Где я только ни побывал: в Аяччо,
[388]
на мысе Матифу,
[389]
на озере Понтчартрен,
[390]
в Жуани,
[391]
в Стокгольме, в Тунисе, в Касабланке; кого только ни расспрашивал, но ничего о тебе не узнал, посещал консульства и комиссариаты, но совершенно безрезультатно.
24
Глава, которая, начинаясь с рассказа о томящемся муже, заканчивается повествованием о разъяренном брате
Полгода я преследовал мою такую далекую цель.
Затем, устав, опечалившись, я прекратил поиски.

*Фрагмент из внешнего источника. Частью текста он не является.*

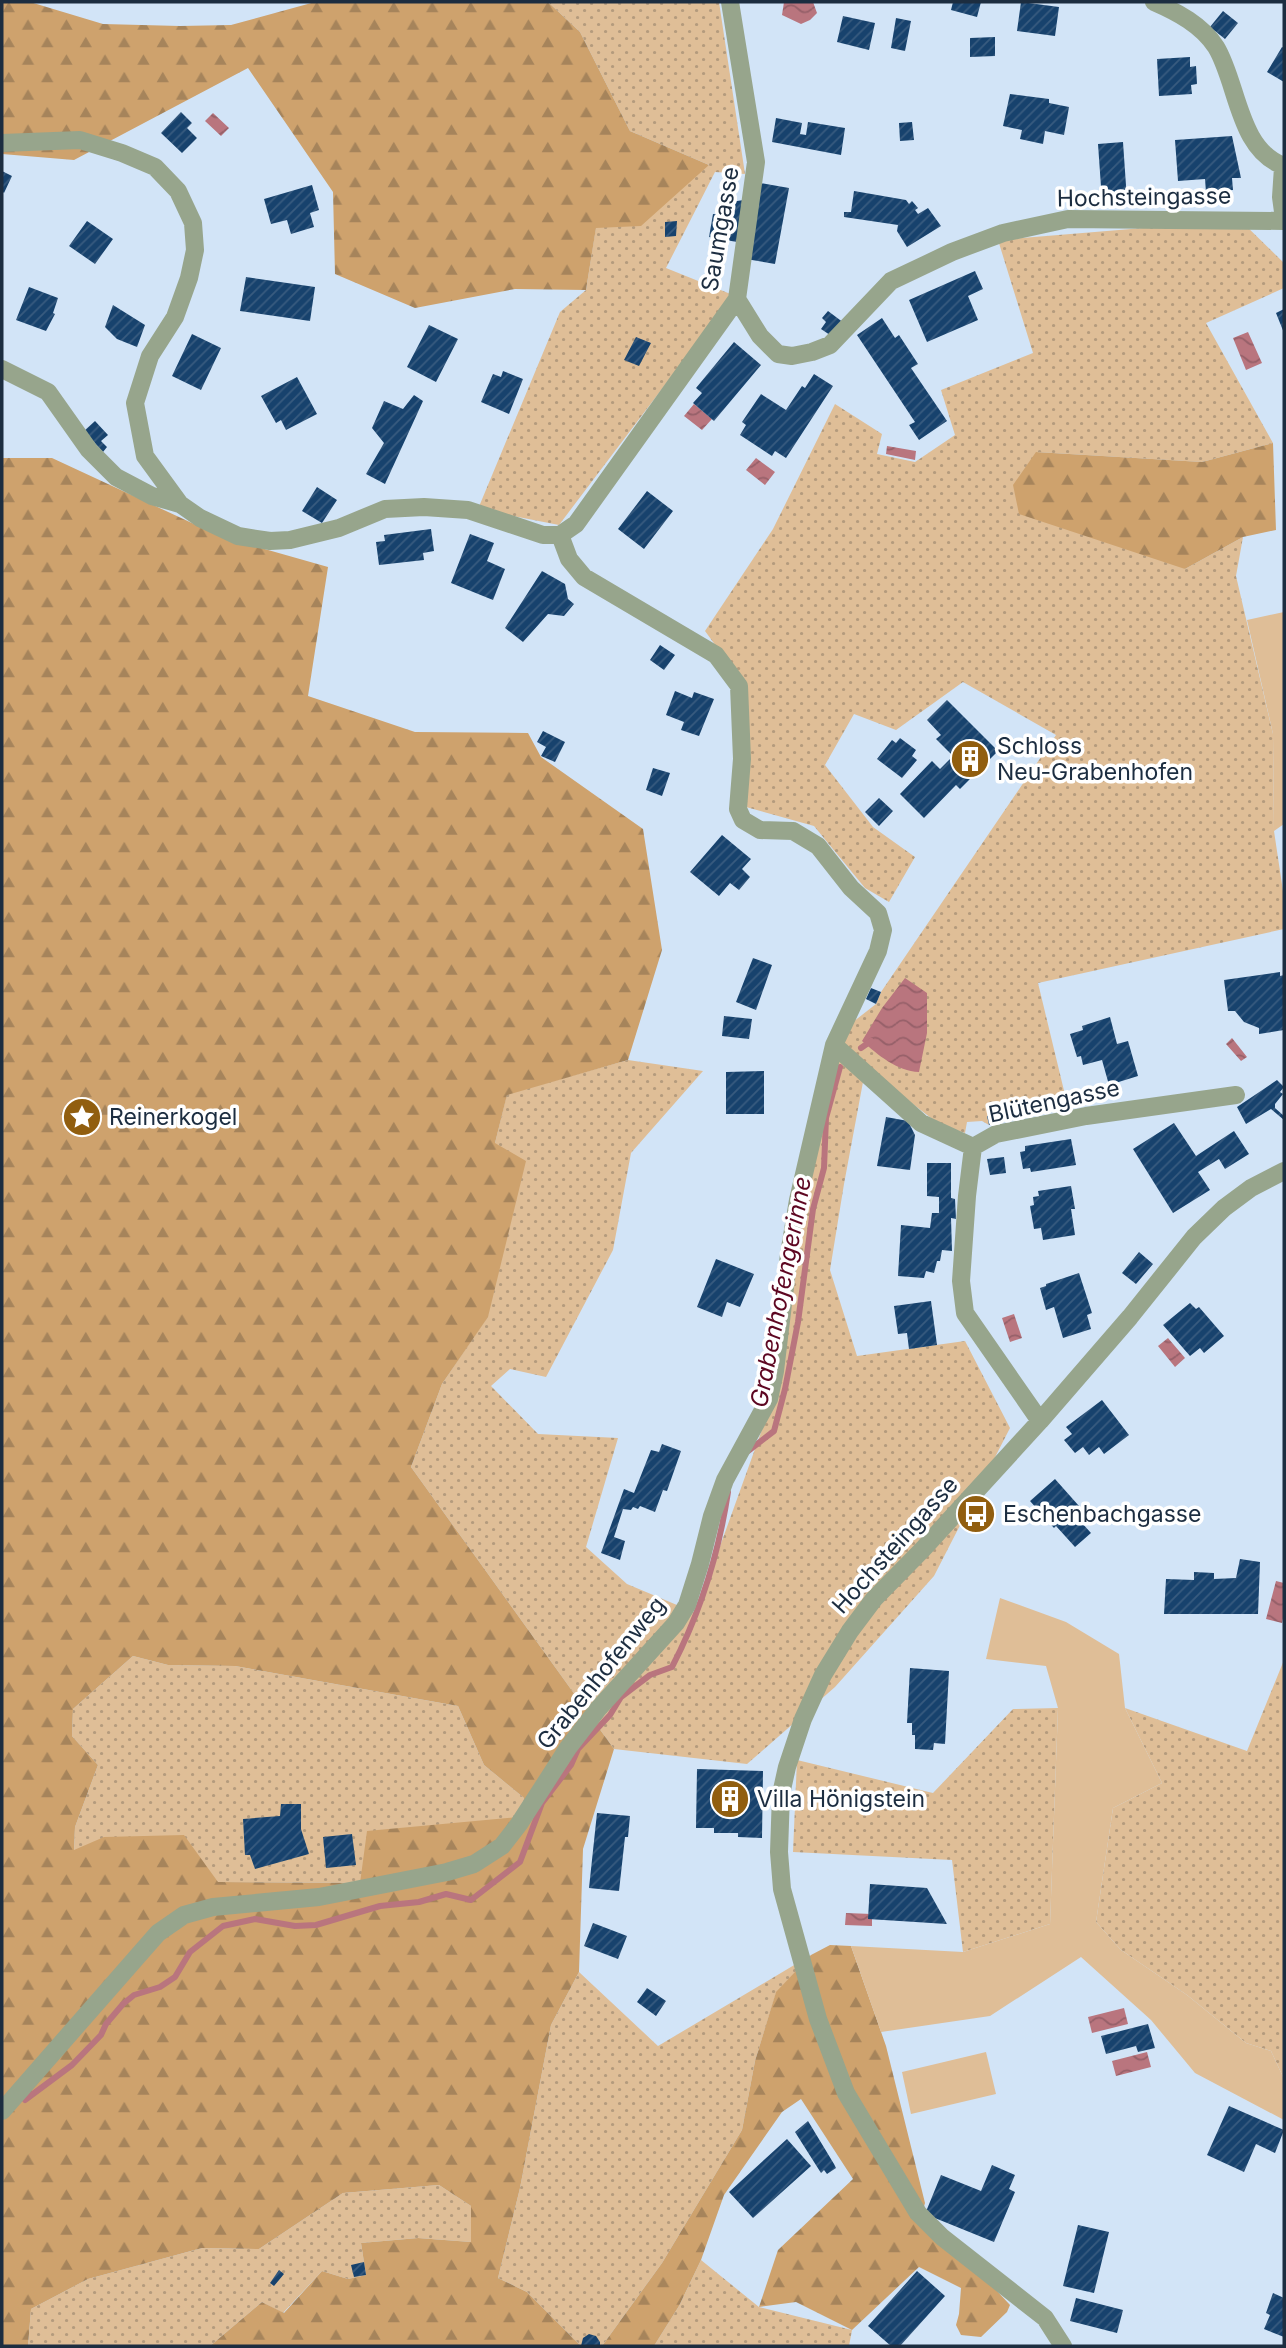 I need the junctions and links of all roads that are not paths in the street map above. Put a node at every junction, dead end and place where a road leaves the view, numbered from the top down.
1 (730, 2) edge
2 (1154, 2) edge
3 (2, 143) edge
4 (1284, 167) edge
5 (1284, 220) edge
6 (737, 299) junction
7 (2, 369) edge
8 (180, 504) junction
9 (560, 535) junction
10 (834, 1045) junction
11 (1236, 1094) dead end
12 (973, 1147) junction
13 (1284, 1171) edge
14 (1040, 1421) junction
15 (2, 2111) edge
16 (1063, 2346) edge

1 - 6 street, Saumgasse
2 - 4 street
3 - 8 street
4 - 5 street, Hochsteingasse
5 - 6 street, Hochsteingasse
6 - 9 street, Saumgasse
7 - 8 street
8 - 9 street
9 - 10 street, Grabenhofenweg
10 - 12 street, Blütengasse
10 - 15 street, Grabenhofenweg
11 - 12 street, Blütengasse
12 - 14 street
13 - 14 street, Hochsteingasse
14 - 16 street, Hochsteingasse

Однажды на борту трансатлантического парохода «Капитан Крюбовен», ходившего из Тулона в Ла Гуайру (порт у города Каракас), я познакомился с Иоландой, секретарем корабельного священника.
Мы полюбили друг друга и поженились.
Мечтая путешествовать вместе по всему миру, мы приобрели сверхмощный самолет.
Однажды, когда мы совершали трансатлантический перелет – прошел примерно год с тех пор, как мы соединили себя брачными узами, и в ближайшие дни Иоланда должна была родить, – внезапный сбой в подаче топлива вынудил меня совершить экстренную посадку; удалось, не без труда, приземлиться, можно даже сказать прилуниться, поскольку оказались мы в совершенно диком месте, куда, возможно, и нога человеческая не ступала, на горной вершине, ненамного большей, чем носовой платок, расстеленный посреди марокканской Сахары. При посадке сломалось шасси.
Провизии у нас было достаточно для того, чтобы продержаться месяц, однако до ближайшего колодца, где иногда пополняли запасы воды кочевники-туареги,
[392]
было три дня изнуряющего пути.
Примерно неделю наши дела шли не так уже плохо. Я охотился на лань, забавное животное, похожее на оленя,
[393]
которое живет на склонах гор и имеет кривое тело. Для того чтобы ее поймать, мне было достаточно дать ей послушать нечто похожее на щебетание венценосного голубя, птицы, которую лань терпеть не может. Удивленная, раздраженная и в особенности рассеянная, лань резко развернулась, потеряла равновесие и упала на дно ложбины, где я без труда ее оглушил. Ее мясо было просто божественным и здорово нам пригодилось, потому что к тому времени у нас осталась одна солонина.